K-Converter: An unsupervised Singing Voice Conversion System
Ying Zhang, Peng Yang, Jinba Xiao, Ye Bai, Hao Che, Xiaorui Wang
-
SPS
IEEE Members: $11.00
Non-members: $15.00Length: 00:09:09
Singing voice conversion (SVC) converts a singer's voice to another one's voice while preserving the linguistic content. Recently, some SVC systems rely on supervised phonetic features extracted from pre-trained automatic speech recognition (ASR) models, increasing system complexity. Some end-to-end SVC systems use adversarial training, which causes instability during optimization. To address these issues, we present K-Converter, a simple system to disentangle the timbre, pitch, and content information without any manual supervision or adversarial training.
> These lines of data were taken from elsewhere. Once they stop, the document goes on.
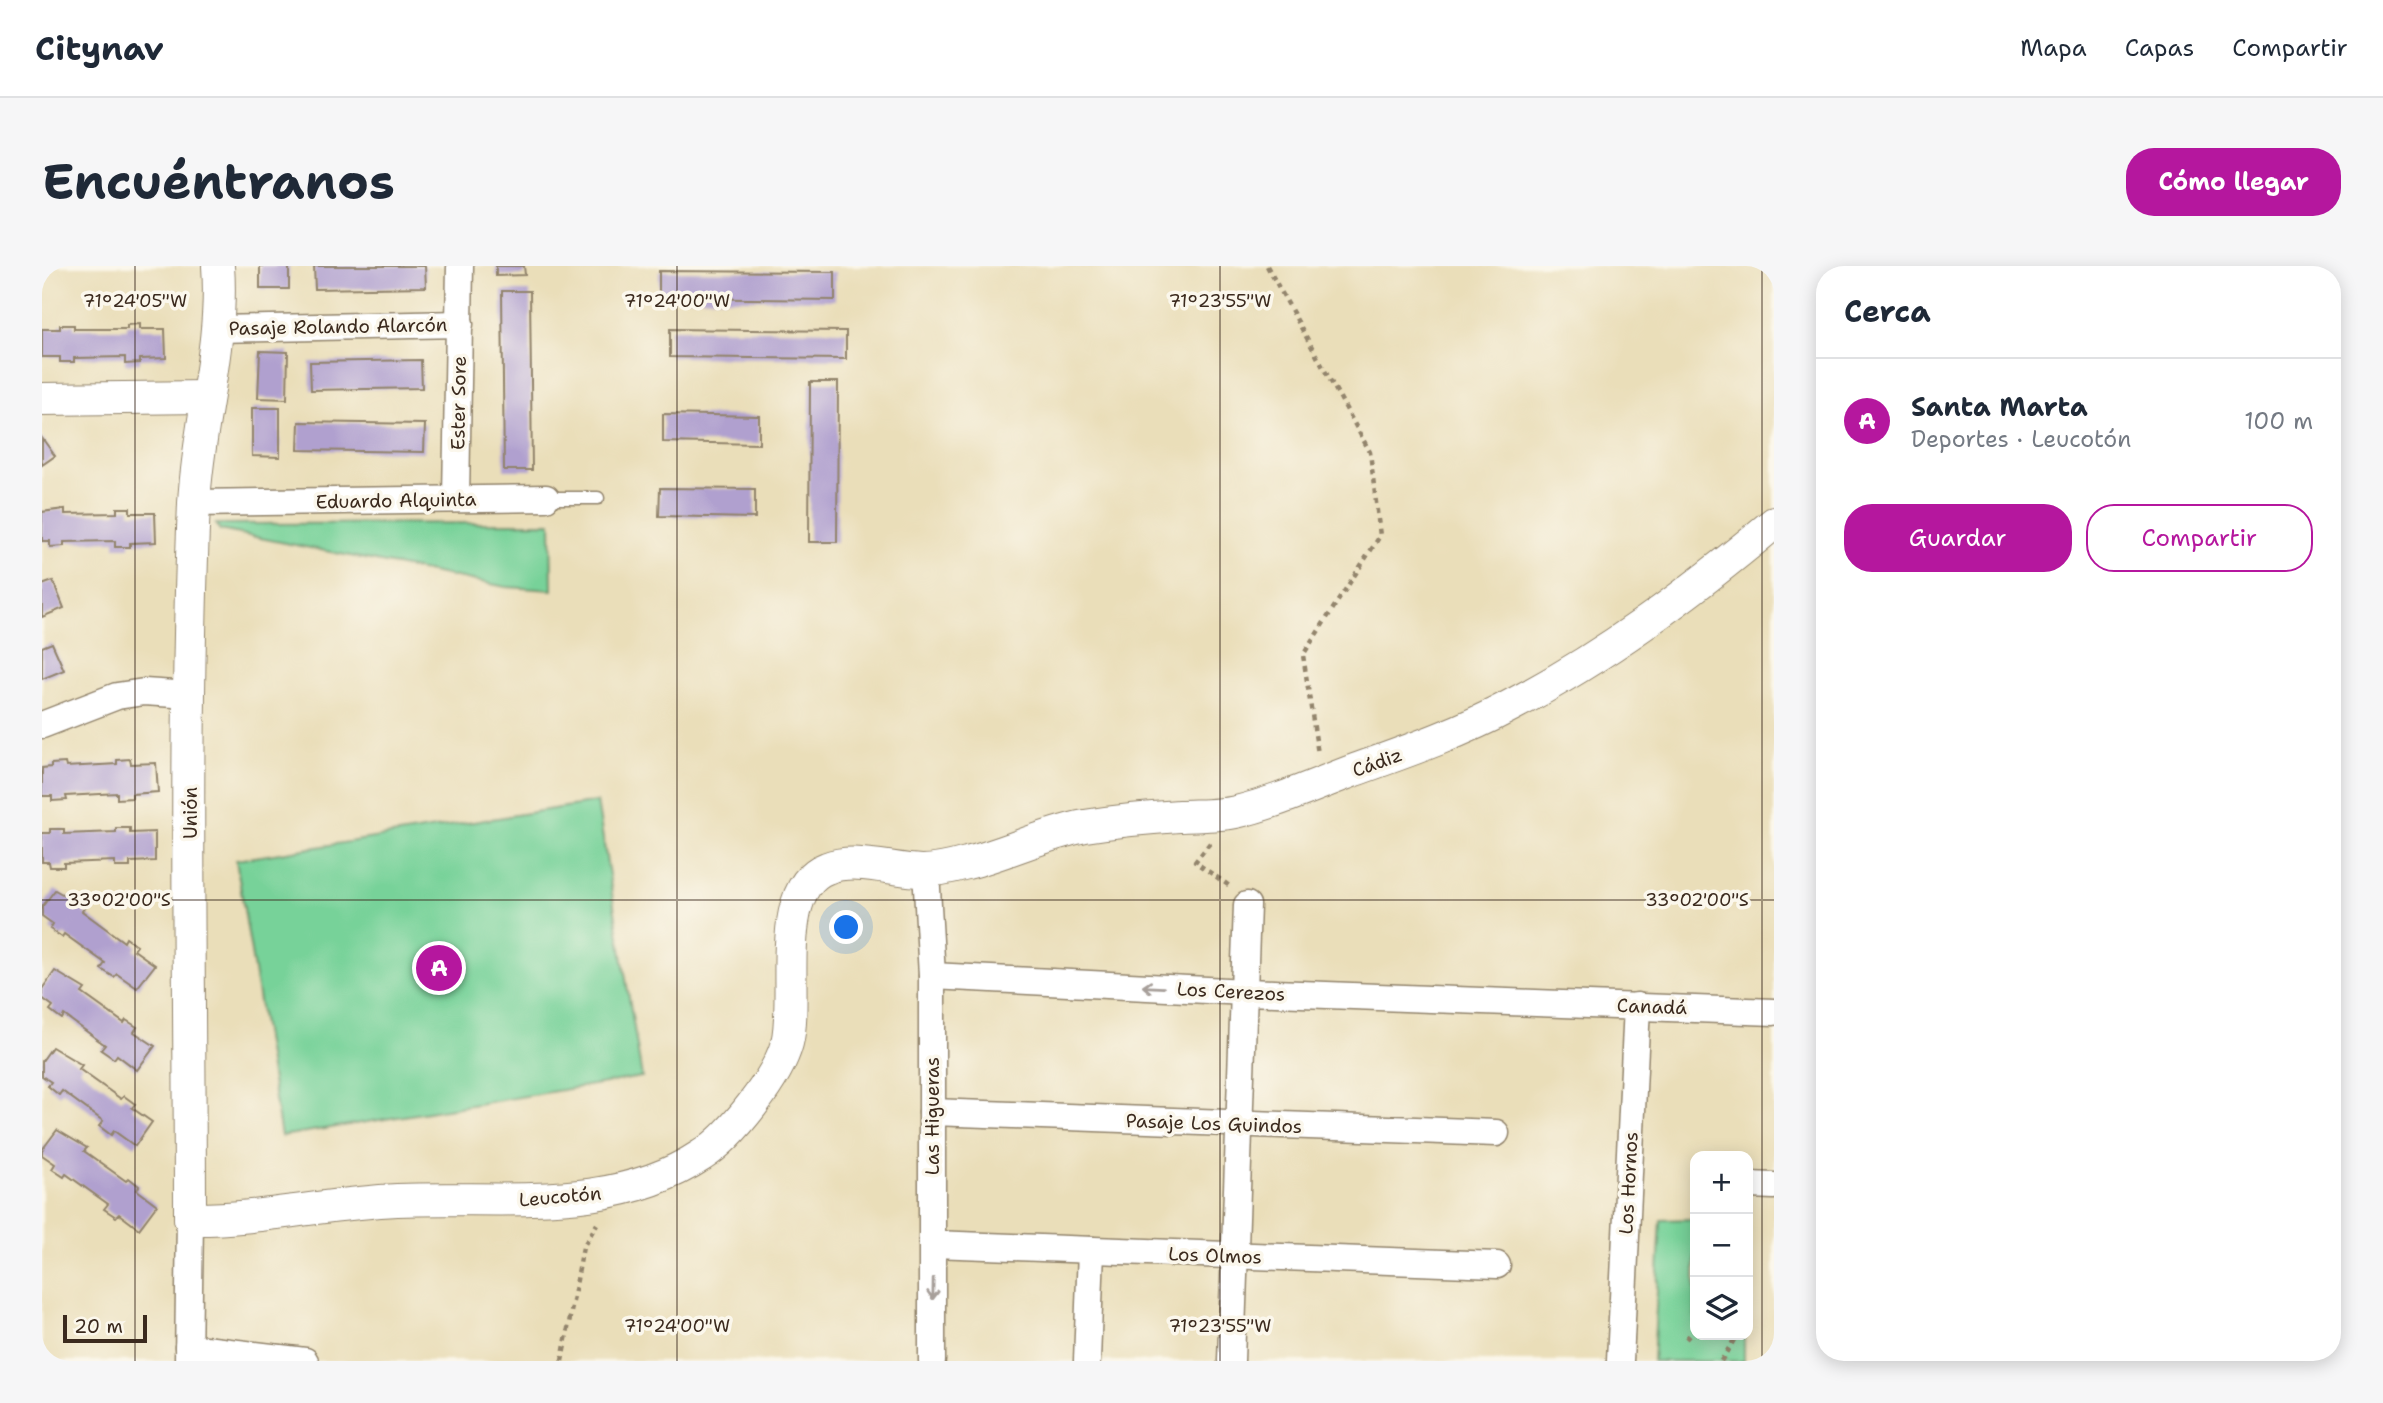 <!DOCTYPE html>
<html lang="es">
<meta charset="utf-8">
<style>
body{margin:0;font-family:"Shantell Sans",sans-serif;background:#f6f6f7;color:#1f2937}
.controls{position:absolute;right:21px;bottom:21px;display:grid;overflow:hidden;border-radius:14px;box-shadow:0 4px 18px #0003}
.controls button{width:63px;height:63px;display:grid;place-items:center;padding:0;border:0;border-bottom:2px solid #e0e1e3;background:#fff;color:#1f2937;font:35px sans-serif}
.scale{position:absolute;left:21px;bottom:18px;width:84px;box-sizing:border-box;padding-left:7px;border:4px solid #3b2a1e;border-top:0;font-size:19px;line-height:24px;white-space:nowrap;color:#3b2a1e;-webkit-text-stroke:5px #fbf7ec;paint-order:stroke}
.you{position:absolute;left:805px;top:662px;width:24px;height:24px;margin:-18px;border:5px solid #fff;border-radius:50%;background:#1a73e8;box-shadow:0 0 0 10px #1a73e833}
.badge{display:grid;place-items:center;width:46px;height:46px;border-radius:50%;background:#b5179e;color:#fff;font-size:23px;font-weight:700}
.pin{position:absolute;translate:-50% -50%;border:4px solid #fff;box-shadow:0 2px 7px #0006}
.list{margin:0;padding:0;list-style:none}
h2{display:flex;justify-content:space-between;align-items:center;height:91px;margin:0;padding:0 28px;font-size:30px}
h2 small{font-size:23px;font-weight:400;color:#747a83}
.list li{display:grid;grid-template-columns:46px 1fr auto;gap:21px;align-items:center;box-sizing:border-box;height:126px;padding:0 28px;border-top:2px solid #e0e1e3}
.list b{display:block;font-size:26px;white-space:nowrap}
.list p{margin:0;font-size:23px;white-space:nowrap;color:#747a83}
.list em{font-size:23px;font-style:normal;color:#747a83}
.actions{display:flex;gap:14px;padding:21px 28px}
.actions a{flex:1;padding:16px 0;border:2px solid #b5179e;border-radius:28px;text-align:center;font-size:24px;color:#b5179e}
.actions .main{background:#b5179e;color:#fff}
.icon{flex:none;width:38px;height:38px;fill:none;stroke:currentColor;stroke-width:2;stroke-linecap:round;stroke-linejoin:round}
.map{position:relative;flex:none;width:1732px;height:1095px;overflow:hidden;border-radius:28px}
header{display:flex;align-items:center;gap:42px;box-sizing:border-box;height:98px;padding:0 35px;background:#fff;border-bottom:2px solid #e0e1e3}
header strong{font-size:33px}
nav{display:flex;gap:38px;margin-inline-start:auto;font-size:24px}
.intro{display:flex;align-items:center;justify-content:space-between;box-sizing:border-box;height:168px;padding:0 42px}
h1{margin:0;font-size:49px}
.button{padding:18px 32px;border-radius:28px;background:#b5179e;color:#fff;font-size:24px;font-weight:700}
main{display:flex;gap:42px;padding:0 42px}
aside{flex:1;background:#fff;border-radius:28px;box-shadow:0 4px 18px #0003}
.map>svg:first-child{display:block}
.park{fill:#77d299;stroke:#597e5c;stroke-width:2}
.building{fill:#b0a0cf}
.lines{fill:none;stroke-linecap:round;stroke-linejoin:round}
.service-casing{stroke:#92846c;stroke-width:15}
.minor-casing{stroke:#92846c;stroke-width:29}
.tertiary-casing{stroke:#92846c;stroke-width:34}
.path{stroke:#92846c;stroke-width:4.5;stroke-dasharray:5 5;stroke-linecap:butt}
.service{stroke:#fff;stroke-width:12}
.minor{stroke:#fff;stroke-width:26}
.tertiary{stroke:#fff;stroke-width:32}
.oneway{stroke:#a79f9a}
.ticks{fill:none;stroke:#3b2a1e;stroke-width:2;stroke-opacity:0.45}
.labels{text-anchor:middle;stroke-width:7;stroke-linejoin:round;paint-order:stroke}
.street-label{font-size:19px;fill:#3b2a1e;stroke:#fbf7ec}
.ticks-label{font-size:18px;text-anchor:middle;fill:#3b2a1e;stroke:#fbf7ec;stroke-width:7;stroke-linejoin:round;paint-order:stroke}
</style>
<header>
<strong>Citynav</strong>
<nav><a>Mapa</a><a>Capas</a><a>Compartir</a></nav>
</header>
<div class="intro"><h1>Encuéntranos</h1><a class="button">Cómo llegar</a></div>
<main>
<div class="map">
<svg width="1732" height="1095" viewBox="0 0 1732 1095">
<rect width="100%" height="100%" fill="#fbf7ec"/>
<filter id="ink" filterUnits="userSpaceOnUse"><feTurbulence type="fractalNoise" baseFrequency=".0143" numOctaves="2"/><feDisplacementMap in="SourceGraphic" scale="14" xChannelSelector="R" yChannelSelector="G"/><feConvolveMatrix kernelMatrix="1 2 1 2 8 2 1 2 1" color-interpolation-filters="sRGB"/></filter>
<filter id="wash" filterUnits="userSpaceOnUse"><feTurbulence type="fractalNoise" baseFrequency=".00686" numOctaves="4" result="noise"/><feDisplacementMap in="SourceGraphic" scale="28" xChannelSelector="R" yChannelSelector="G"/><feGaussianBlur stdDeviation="1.57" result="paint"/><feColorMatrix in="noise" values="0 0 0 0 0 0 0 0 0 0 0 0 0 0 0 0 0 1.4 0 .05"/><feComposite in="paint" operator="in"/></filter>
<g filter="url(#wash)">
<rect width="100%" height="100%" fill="#eadeb9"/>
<!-- park -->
<g class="park">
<polygon points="509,257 510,324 464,321 178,264 174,258"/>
<polygon points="555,536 600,811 239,870 194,594"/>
<polygon points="1653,953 1653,1069 1702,1069 1702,1095 1611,1095 1619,954"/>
</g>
<g id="blocks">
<!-- building -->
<g class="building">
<rect x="218" y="0" width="29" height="23"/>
<polygon points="272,0 383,0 384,21 273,23"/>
<polygon points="454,0 482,0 483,9 454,10"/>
<polygon points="617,5 793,6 793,34 617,32"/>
<polygon points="460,25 488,25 490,204 462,204"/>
<polygon points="98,58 98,63 123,63 124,92 98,93 98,97 83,98 83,91 32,92 32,96 18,96 18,91 0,91 0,63 18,63 18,59 32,59 32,63 85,63 85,59"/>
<polygon points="628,63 804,65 804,93 628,91"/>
<polygon points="218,85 246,86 245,133 216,132"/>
<polygon points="379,94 380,122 269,124 268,96"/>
<polygon points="768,116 796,116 795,276 767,276"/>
<polygon points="210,142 238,142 238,191 210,190"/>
<polygon points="621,148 717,150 717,178 621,176"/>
<polygon points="257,156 383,158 382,186 256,184"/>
<polygon points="0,172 13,190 0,199"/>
<polygon points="618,222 713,223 713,252 617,250"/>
<polygon points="75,242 88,242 88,247 113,247 114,276 88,277 88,281 73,281 73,275 22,276 22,280 8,281 8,275 0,275 0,246 23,243 23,248 75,247"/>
<polygon points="11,315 22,342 0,351 0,319"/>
<polygon points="10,377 22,404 0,413 0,381"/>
<polygon points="88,493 89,498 114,497 116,526 90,528 90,532 75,533 75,527 24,530 25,534 10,535 10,530 0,530 0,502 9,501 9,498 23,497 24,501 75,498 75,494"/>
<polygon points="74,562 88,562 88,567 113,566 113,595 88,596 88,601 73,601 73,595 22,597 22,601 8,601 7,596 0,596 0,567 8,567 8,563 22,563 22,568 74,566"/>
<polygon points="13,624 43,641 40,645 82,676 84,672 95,680 92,684 113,699 95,722 75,708 72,711 59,703 63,697 22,668 20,671 8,663 11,658 0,650 0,641"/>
<polygon points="13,705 43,723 40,727 82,757 84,754 95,761 92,766 113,780 95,804 75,789 72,793 59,784 63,779 22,749 20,753 8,744 11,740 0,732 0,723"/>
<polygon points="10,781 40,799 37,803 79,833 82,830 93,838 90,842 110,856 93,880 72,865 69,869 57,860 61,855 20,825 17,829 6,820 9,816 0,810 0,795"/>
<polygon points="15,864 45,882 42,885 84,915 87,912 97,920 95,924 115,939 97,963 77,948 74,951 62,943 66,938 24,908 22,911 10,903 13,898 0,889 0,884"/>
</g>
</g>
</g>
<g filter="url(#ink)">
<use href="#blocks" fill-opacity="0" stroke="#92846c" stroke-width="2"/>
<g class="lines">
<defs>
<polyline id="service" points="504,232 556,232"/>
<g id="minor">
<polyline points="175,63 418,58"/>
<polyline points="414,232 418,0"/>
<polyline points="152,237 504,232"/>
<polyline points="0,459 75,430 102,426 148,429"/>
<polyline points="884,605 890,710 890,1095"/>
<polyline points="890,710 1204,726 1732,746"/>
<polyline points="890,846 1454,867"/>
<polyline points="1706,919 1732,920"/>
<polyline points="891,978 1455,999"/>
<polyline points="146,1081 263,1095"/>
<polyline points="146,1095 148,953"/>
<polyline points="1045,1095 1049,984"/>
<polyline points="1189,1095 1205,639"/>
<polyline points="1578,1095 1595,740"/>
</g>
<g id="tertiary">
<path d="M 176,0 C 182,79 156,158 152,237 C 142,475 148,715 148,953 C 218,954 286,937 355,934 C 457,929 570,949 660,889 C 690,870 736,811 745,777 C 757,731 730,622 785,602 C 813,591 849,604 879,605 C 894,605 911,601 925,597 C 965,587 1002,568 1043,560 C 1074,555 1106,552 1137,550 C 1155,549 1176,550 1194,546 C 1233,537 1273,519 1310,505 C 1363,486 1418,467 1468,440 C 1564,390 1649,326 1732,257"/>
<polyline points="0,133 164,131"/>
</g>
</defs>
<!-- service casing -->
<use href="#service" class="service-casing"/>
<!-- minor casing -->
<use href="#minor" class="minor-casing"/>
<!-- tertiary casing -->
<use href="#tertiary" class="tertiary-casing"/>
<!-- path -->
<g class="path">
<polyline points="1225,0 1328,186 1338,270 1261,389 1276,488"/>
<polyline points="1168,577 1153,596 1189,621"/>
<polyline points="1644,1073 1653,1063"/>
<polyline points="520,1095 541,981 555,958"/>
<polyline points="1679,1095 1695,1069"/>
</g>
<!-- service -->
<use href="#service" class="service"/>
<!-- minor -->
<use href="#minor" class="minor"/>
<!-- tertiary -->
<use href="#tertiary" class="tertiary"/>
</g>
<!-- one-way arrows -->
<defs><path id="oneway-shaft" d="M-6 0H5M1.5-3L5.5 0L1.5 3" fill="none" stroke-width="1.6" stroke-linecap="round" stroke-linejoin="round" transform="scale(1.75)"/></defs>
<g class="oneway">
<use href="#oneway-shaft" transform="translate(1111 721) rotate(-177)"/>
<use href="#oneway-shaft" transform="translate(891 1023) rotate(91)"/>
</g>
</g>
<!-- ticks -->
<path class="ticks" d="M 93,0 L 93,1095M 635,0 L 635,1095M 1178,0 L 1178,1095M 1720,0 L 1720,1095M 0,634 L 1732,634"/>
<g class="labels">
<!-- street labels -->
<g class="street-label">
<text transform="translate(296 60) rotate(-1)" y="7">Pasaje Rolando Alarcón</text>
<text transform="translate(416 137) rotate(-89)" y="7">Ester Sore</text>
<text transform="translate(354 234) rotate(-1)" y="7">Eduardo Alquinta</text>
<text transform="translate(1335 496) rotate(-20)" y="7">Cádiz</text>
<text transform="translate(148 547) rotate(-90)" y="7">Unión</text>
<text transform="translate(1189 725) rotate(3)" y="7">Los Cerezos</text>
<text transform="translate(1610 740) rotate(2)" y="7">Canadá</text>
<text transform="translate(890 850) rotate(-90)" y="7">Las Higueras</text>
<text transform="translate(1172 857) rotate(2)" y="7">Pasaje Los Guindos</text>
<text transform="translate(1586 917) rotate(-87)" y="7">Los Hornos</text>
<text transform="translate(518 930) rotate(-5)" y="7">Leucotón</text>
<text transform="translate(1173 989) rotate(2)" y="7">Los Olmos</text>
</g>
</g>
<g class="ticks-label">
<text x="93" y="41">71°24'05"W</text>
<text x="635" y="41">71°24'00"W</text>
<text x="1178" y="41">71°23'55"W</text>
<text x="77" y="640">33°02'00"S</text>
<text x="1655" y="640">33°02'00"S</text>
<text x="635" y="1066">71°24'00"W</text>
<text x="1178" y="1066">71°23'55"W</text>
</g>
</svg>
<div class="controls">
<button>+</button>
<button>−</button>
<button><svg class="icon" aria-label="layers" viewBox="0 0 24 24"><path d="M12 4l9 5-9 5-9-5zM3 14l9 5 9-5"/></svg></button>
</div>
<div class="scale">20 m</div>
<div class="you"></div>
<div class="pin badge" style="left:397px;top:702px">A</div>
</div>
<aside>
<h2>Cerca<small></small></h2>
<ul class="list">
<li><span class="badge">A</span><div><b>Santa Marta</b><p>Deportes · Leucotón</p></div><em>100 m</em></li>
</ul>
<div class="actions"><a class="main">Guardar</a><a>Compartir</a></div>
</aside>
</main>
First, low quefrencies of mel-frequency cepstral coefficients (MFCC), which remove the global excitation mainly, are used as input representation. And the pitch-shift augmentation is used for further disentangling the pitch. Second, an encoder network is carefully designed to construct an information bottleneck, which learns to break up the pitch and timbre information of the source. Third, the content consistency loss is introduced to keep the content consistent between encoder outputs of source utterances and reconstructed ones. Experimental results show that our proposed system performs well in both speech naturalness and timbre similarity, with better robustness to comparisons.